The ability to know about your community’s health: the 2nd Street Pedestrian Sensor

Kaiser Permanente Urban Pyro Pedestrian Counts 54402
The beat of a street, not a person. Kaiser Permanente Center for Total Health Urban Pyro Pedestrian Sensor, 2nd Street NE, Washington, DC USA (View on

This image isn’t the erratic heartbeat of a person (who wouldn’t be in good condition if it was), it’s the heartbeat of a city, in this case Washington, DC.

Here are more snapshots of the traffic we’ve been monitoring since January – they show that there’s a morning walking commute toward downtown (The Capitol and the Supreme Court) that’s at a more defined time, and then a more spread out commute home in the afternoons. The opposite side of the street has a new sidewalk open but we haven’t seen a dip in traffic yet because of it.
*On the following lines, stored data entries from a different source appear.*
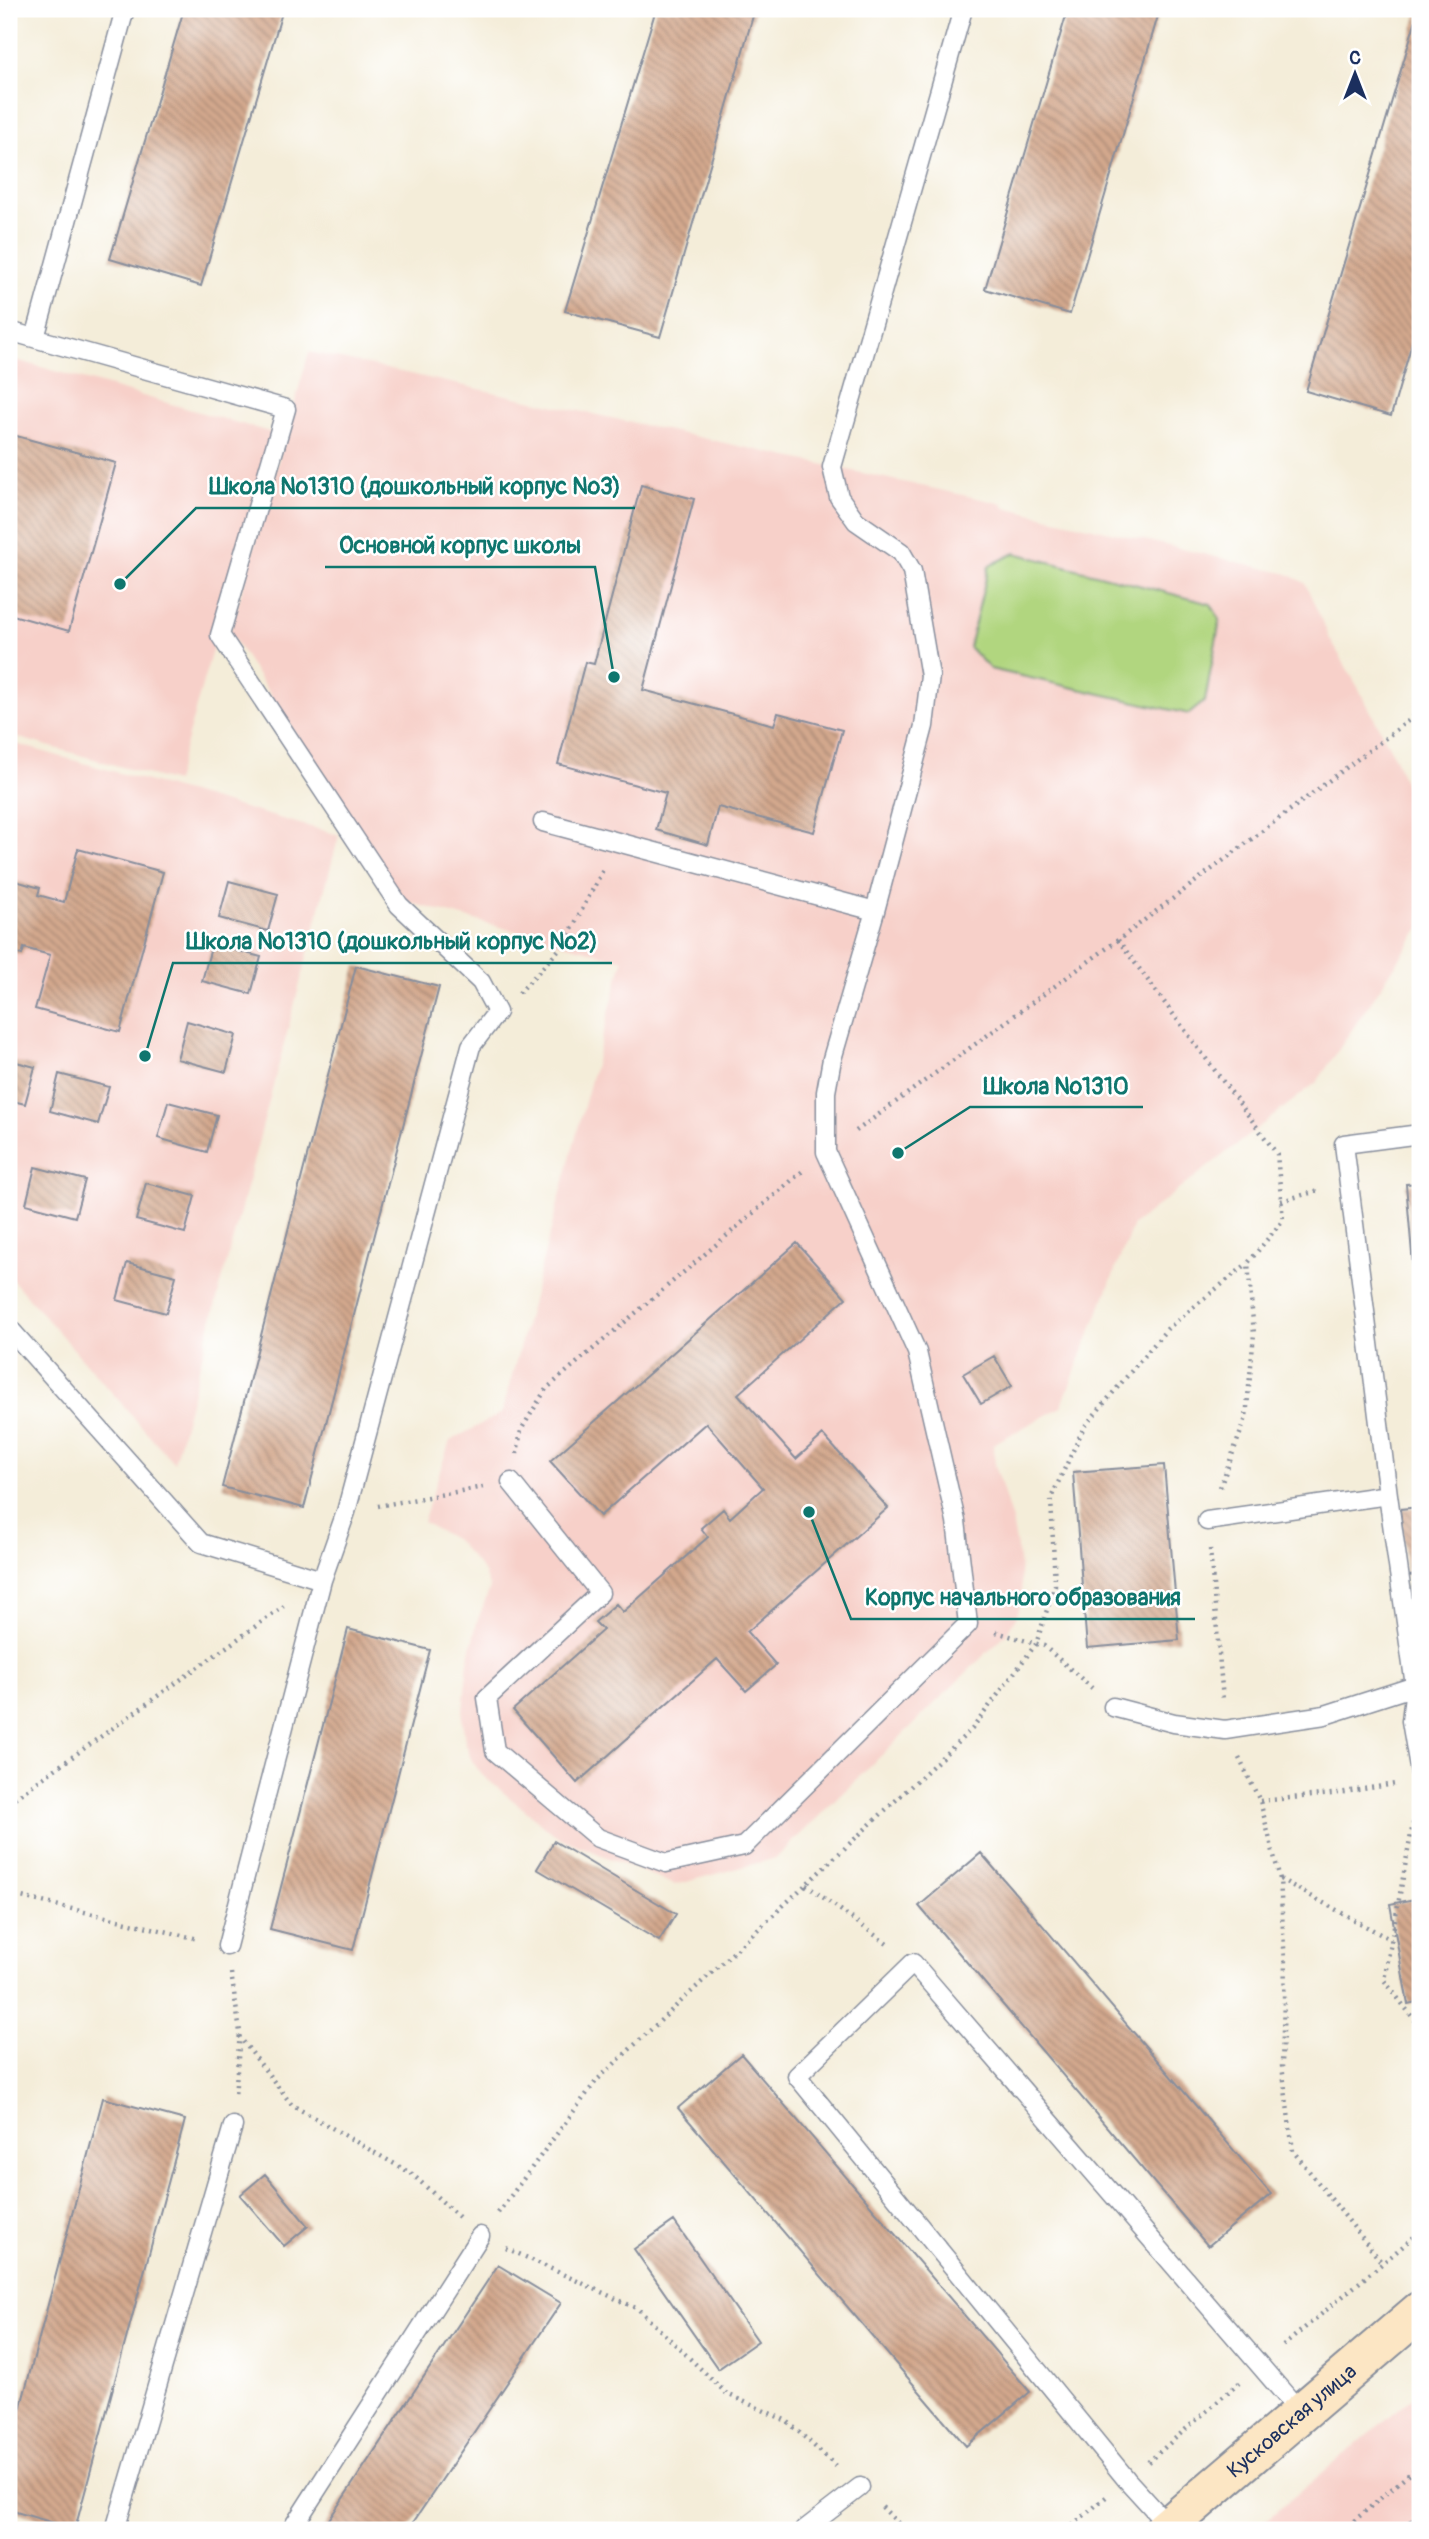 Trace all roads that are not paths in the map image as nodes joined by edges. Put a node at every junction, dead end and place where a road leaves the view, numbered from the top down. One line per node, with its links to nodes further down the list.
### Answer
1 (125, 9): 4 (lane)
2 (963, 9): 6 (lane)
3 (9, 331): 4 (lane)
4 (36, 338): 12 (lane)
5 (543, 822): 6 (lane)
6 (875, 911): 9 (lane)
7 (1420, 1134): 10 (lane)
8 (9, 1328): 12 (lane)
9 (511, 1482)
10 (1388, 1495): 11 (lane); 13 (lane)
11 (1208, 1521)
12 (322, 1580): 16 (lane)
13 (1418, 1686): 14 (lane); 15 (lane)
14 (1113, 1707)
15 (1414, 1777)
16 (227, 1946)
17 (233, 2126): 24 (lane)
18 (480, 2236): 25 (lane)
19 (1420, 2311): 20 (street, Кусковская улица)
20 (1301, 2413): 23 (street, Кусковская улица); 23 (lane)
21 (860, 2487): 26 (lane)
22 (1420, 2525): 27 (lane)
23 (1166, 2528)
24 (115, 2530)
25 (291, 2530)
26 (804, 2530)
27 (1414, 2530)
This is the data reading of pedestrian movement of our sensor that could, installed on 2nd Street Northeast, just 5 blocks north of the Supreme Court, on the Metropolitan Branch Trail.

The famous bright blue sensor

One of our visitors this week, William Hyerle, came to DC from Montreal for a conference and asked to see the counter that he said is well known throughout his company, Eco-Counter (@Eco_Counter). Eco-Counter is the manufacturer of the device and is based in France.

I asked why our sensor is well known and he told us because communities and organizations who install them usually select colors that help them blend in and be invisible. In our case, the sensor is a bright blue (Kaiser Permanente blue to be specific) and is quite visible.

I think we wouldn’t have it any other way.

We want people to know that we’re interested in our community’s health, of which physical activity is a key component, and that we desire the ability to know, so that we can make it better.

I checked my blog archives and I wrote a similar sentiment about population care in 2010 (!): The ability to know – Population care facilitated by health information technology at Kaiser Permanente Tualatin, Oregon.

This takes that one step farther. Beyond knowing about the health (care) status of the people we serve, we have an interest in their ability to achieve total health. In the future, every health system should invest in the ability to know about the health determinants of the communities they serve, and those investments should be visible to the people who live in them.

Of course we like to say we are living in the future now. If you’re in the neighborhood, stop by, grab a photo!


What a great tool. Has this been used to evaluate pedestrian traffic before and after pedestrian improvements?